2/? For starters: No, Mrs Duffy didn't matter. The whole incident had no discernable impact on ratings of Brown, ratings of Labour, voting intention or anything else we have measures for. There's nothing there. No effect. Nothing. Nowt. Nada. Labour even won back Mrs Duffy's seat
3/? So why, then, is the Mrs Duffy moment treated as so totemic. There are, I think, (at least) two bad explanations for this and (at least) one good one.
4/? The first bad expl is agency bias - people strongly favour agency explananations ("x happened because Mr Y did/said this to Mrs Z") over structural explanations ("x happened because of this matrix of complex societal factors")
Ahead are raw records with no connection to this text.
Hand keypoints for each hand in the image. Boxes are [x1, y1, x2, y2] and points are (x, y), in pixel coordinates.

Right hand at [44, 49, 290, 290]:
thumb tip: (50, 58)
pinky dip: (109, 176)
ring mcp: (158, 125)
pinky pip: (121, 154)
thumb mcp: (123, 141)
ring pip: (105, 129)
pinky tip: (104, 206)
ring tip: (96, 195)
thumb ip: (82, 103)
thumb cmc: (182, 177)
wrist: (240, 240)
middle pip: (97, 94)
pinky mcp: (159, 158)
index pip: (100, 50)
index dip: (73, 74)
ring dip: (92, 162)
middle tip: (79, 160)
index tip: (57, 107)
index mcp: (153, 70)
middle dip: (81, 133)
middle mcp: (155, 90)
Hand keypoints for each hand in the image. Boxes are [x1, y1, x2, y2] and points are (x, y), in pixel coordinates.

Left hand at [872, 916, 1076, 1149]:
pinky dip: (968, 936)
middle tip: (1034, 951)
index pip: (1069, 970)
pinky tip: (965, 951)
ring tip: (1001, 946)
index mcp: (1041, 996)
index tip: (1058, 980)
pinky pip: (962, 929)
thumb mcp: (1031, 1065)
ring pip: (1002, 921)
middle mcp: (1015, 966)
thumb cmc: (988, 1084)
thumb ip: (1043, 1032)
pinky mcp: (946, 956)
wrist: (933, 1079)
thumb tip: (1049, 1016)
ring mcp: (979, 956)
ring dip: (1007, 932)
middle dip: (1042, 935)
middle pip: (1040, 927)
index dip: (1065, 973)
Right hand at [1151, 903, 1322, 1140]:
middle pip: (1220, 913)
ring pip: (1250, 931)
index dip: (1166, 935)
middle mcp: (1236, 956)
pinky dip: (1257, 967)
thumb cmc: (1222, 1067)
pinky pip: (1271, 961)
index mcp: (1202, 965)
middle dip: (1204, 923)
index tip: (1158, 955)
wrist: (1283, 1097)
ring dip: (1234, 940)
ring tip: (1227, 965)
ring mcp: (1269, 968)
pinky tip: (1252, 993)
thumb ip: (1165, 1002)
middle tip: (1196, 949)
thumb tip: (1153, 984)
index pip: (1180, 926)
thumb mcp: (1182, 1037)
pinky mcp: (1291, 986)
5/? Partly, this is just because structural explanations are more complicated. But I suspect we are also just wired to prefer explanations involving actors and motives - anthropomorphism is a big thing. This is a political variant.
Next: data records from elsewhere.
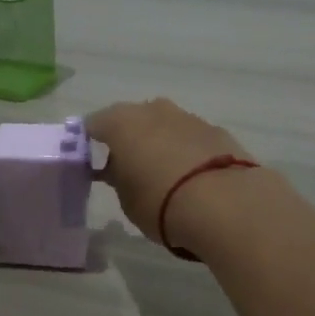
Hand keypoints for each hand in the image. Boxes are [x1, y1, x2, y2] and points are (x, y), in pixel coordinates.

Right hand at [85, 99, 254, 251]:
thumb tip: (120, 170)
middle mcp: (154, 110)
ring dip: (159, 144)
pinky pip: (190, 139)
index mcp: (122, 122)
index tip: (87, 162)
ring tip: (161, 175)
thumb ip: (118, 179)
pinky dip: (186, 152)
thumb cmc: (161, 203)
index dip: (88, 143)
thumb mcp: (127, 199)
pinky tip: (191, 178)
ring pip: (164, 126)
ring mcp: (189, 117)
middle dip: (127, 140)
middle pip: (132, 120)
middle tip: (125, 168)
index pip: (94, 125)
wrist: (226, 204)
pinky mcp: (218, 131)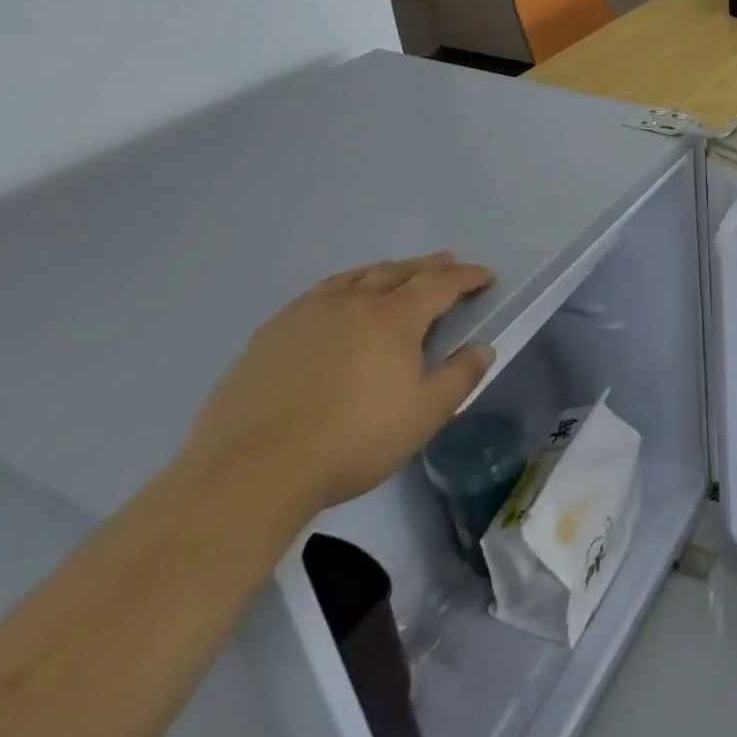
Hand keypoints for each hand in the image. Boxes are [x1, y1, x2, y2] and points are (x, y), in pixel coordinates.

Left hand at [178, 253, 495, 521]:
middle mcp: (352, 302)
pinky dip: (343, 286)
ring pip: (355, 277)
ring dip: (385, 271)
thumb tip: (483, 349)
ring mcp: (306, 314)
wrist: (250, 473)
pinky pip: (318, 294)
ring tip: (396, 273)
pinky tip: (337, 301)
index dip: (466, 276)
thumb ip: (460, 378)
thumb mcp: (424, 416)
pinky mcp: (270, 334)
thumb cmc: (352, 441)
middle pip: (398, 271)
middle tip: (447, 263)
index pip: (440, 283)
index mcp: (394, 317)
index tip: (485, 276)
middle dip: (429, 265)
6/? The second bad expl is partisan bias, which is indeed the dominant one on display today: "If it wasn't for those nasty people in the right wing press blowing up something meaningless, the good leader of my good tribe would have led a good government and been loved by all" etc
7/? This of course interacts with agency bias, something we see particularly in the borderline conspiracism strong partisans use to explain defeat: "we only lost because the usual powerful group of shadowy people from [bad tribe] conspired to mislead everybody" etc etc
8/? So, people like tribe based explanations and they like explanations which are stories involving people doing stuff. Even better, stories which combine both tribes and individual incidents. This leads to a lot of the worst nonsense written on what matters in elections
9/? Indeed, the tendency is so pervasive and persistent that academics founded a book series giving a comprehensive analysis of each British General Election in order to combat it. I'm currently working on the latest entry, another source of my interest in today's flurry of myth
10/? What about the good explanation? Well, IMO, the Brown/Duffy incident didn't *change minds* but it did *reinforce existing beliefs* by *symbolising* various complicated aspects of voters' views of Labour at the tail end of the New Labour govt
11/? In particular, Brown's switch between polite discussion of Mrs Duffy in public and angry dismissal of her in private reinforced longstanding concerns voters had that New Labour (& politicians in general) were untrustworthy.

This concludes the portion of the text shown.